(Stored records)

--------------------------------------------------

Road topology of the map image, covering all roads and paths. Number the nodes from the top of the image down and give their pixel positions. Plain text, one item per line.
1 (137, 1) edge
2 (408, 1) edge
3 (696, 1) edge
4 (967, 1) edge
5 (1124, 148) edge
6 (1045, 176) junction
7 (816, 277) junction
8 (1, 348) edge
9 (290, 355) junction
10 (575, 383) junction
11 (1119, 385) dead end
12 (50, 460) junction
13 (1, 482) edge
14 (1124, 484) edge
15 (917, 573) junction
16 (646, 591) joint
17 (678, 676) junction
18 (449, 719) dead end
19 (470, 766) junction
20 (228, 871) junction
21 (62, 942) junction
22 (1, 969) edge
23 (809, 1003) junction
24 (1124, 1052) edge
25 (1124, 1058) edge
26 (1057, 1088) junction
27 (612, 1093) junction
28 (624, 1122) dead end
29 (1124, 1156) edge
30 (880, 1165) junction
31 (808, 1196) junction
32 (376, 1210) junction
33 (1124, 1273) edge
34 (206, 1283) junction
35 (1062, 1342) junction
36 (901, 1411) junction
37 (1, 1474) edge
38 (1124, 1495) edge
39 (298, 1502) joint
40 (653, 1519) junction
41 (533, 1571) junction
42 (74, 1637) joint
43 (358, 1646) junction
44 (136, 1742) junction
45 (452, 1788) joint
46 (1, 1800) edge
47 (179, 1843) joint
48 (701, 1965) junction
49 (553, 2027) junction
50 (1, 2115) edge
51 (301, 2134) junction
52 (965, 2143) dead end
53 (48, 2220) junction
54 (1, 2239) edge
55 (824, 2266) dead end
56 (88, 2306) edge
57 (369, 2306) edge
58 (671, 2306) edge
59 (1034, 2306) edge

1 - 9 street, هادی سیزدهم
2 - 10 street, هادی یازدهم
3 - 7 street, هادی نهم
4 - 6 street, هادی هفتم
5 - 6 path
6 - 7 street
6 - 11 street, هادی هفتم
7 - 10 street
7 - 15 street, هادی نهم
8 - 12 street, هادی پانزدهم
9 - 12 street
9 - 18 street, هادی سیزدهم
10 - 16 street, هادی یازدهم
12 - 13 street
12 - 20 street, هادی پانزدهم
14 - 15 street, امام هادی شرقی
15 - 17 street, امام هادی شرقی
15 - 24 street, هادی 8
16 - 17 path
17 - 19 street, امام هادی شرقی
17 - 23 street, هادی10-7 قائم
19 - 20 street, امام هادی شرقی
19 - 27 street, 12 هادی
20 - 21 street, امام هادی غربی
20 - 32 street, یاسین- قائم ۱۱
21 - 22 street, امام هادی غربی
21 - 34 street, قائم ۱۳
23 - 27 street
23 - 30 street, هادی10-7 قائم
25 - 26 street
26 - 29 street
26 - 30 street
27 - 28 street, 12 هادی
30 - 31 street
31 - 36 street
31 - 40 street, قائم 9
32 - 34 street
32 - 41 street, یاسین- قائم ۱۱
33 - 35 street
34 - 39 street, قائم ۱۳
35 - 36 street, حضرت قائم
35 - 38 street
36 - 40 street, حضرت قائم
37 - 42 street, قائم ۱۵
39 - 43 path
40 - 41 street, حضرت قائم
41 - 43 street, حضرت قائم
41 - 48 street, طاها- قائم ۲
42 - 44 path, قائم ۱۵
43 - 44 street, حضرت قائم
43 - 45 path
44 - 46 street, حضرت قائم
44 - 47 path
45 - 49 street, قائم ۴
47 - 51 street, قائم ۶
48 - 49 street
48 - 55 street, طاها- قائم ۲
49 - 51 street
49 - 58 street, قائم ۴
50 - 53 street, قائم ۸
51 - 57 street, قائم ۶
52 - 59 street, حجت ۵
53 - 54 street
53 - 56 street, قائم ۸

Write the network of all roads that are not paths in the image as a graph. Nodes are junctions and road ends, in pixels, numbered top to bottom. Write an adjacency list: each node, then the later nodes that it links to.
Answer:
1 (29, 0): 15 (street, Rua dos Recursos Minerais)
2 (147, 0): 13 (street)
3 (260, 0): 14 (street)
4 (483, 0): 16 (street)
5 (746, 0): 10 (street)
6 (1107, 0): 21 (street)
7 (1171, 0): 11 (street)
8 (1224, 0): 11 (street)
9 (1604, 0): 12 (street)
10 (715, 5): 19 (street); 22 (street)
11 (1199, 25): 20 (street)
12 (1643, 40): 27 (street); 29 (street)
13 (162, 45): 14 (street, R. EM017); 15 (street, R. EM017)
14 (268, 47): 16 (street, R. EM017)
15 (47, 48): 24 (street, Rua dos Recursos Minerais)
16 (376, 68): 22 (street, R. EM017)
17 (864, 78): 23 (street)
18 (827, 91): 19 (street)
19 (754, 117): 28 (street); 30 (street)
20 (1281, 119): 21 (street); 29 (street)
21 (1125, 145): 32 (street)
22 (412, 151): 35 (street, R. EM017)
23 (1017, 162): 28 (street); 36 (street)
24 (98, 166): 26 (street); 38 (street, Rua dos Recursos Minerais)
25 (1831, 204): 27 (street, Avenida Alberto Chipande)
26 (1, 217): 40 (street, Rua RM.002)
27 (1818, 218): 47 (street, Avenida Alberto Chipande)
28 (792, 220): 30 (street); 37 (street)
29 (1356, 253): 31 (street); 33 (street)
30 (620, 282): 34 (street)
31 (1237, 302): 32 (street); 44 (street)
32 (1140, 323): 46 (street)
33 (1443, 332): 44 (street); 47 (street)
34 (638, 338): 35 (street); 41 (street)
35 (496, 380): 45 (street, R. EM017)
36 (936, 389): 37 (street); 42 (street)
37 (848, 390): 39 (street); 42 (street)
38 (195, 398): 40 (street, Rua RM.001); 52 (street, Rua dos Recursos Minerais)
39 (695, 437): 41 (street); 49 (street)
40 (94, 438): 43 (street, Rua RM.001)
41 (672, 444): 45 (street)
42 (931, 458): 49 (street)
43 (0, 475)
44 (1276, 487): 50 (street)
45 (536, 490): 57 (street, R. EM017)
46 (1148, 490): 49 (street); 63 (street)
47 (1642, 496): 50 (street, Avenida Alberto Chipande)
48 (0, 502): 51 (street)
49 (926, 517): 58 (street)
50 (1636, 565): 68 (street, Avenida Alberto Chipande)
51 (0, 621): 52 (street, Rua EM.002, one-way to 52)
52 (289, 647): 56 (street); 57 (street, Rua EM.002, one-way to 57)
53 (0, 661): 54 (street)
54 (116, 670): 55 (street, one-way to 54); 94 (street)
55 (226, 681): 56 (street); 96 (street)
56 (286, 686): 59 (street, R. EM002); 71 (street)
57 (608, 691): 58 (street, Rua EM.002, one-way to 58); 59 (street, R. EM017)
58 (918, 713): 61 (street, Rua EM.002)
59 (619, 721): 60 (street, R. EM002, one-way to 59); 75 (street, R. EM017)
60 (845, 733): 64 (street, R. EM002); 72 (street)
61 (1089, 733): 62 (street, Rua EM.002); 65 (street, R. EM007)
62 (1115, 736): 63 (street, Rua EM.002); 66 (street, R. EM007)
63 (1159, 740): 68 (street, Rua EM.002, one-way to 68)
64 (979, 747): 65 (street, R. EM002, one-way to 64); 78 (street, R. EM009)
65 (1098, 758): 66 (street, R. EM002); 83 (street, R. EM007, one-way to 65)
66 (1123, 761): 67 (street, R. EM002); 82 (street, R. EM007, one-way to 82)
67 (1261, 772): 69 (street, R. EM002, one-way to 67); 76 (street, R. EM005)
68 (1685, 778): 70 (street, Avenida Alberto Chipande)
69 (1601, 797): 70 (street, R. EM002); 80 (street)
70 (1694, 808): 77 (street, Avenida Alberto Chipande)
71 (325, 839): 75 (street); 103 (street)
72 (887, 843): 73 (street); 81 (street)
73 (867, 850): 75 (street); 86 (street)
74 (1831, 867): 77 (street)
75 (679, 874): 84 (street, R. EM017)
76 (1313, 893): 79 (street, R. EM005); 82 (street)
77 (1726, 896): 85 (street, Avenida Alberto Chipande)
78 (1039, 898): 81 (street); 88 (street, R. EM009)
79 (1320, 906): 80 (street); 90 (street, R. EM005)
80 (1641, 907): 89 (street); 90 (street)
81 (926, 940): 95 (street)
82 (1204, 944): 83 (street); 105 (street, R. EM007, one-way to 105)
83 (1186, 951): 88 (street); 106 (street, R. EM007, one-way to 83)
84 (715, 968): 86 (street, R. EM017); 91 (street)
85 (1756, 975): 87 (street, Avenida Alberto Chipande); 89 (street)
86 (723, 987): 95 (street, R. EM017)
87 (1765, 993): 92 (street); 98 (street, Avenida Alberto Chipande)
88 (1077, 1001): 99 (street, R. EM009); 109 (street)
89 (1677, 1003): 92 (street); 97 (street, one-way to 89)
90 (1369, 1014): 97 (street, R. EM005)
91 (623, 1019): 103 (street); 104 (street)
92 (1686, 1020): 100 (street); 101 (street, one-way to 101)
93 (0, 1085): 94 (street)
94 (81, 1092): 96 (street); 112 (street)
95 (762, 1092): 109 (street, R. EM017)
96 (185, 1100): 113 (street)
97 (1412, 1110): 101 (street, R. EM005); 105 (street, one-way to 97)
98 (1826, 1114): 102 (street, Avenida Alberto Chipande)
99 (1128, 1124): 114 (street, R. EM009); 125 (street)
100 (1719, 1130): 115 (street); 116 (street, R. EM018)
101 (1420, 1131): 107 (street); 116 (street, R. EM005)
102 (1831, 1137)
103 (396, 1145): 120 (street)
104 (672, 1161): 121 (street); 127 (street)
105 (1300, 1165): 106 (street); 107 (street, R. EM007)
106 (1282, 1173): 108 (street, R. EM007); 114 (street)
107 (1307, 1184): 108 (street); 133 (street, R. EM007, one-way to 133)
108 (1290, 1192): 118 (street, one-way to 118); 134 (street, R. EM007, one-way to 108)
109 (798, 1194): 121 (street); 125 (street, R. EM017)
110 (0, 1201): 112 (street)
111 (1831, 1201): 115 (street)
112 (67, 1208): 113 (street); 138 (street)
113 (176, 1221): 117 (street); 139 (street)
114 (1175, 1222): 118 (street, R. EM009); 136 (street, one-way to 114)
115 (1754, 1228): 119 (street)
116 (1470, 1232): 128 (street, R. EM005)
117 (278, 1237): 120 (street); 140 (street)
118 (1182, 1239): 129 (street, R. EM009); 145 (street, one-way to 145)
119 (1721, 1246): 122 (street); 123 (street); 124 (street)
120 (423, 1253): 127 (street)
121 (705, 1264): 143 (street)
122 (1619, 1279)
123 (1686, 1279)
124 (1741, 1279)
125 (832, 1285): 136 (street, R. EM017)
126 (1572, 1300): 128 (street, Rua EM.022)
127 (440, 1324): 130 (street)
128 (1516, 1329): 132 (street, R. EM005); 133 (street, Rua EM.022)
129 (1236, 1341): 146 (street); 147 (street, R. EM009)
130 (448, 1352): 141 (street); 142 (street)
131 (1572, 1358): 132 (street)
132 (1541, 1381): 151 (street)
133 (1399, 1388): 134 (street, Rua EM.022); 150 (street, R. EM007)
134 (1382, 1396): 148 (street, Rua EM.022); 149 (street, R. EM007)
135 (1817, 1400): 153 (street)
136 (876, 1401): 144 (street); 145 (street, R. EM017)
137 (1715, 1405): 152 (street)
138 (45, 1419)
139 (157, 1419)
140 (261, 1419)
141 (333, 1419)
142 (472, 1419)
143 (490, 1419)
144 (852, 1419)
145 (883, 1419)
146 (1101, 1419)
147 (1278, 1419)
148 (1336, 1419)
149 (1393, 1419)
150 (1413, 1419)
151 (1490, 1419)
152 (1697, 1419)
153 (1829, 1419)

--------------------------------------------------

--- Task description ---
Each line above that contains the string "dead" should be copied.

--- Answer box ---
11 (1119, 385) dead end
18 (449, 719) dead end
28 (624, 1122) dead end
52 (965, 2143) dead end
55 (824, 2266) dead end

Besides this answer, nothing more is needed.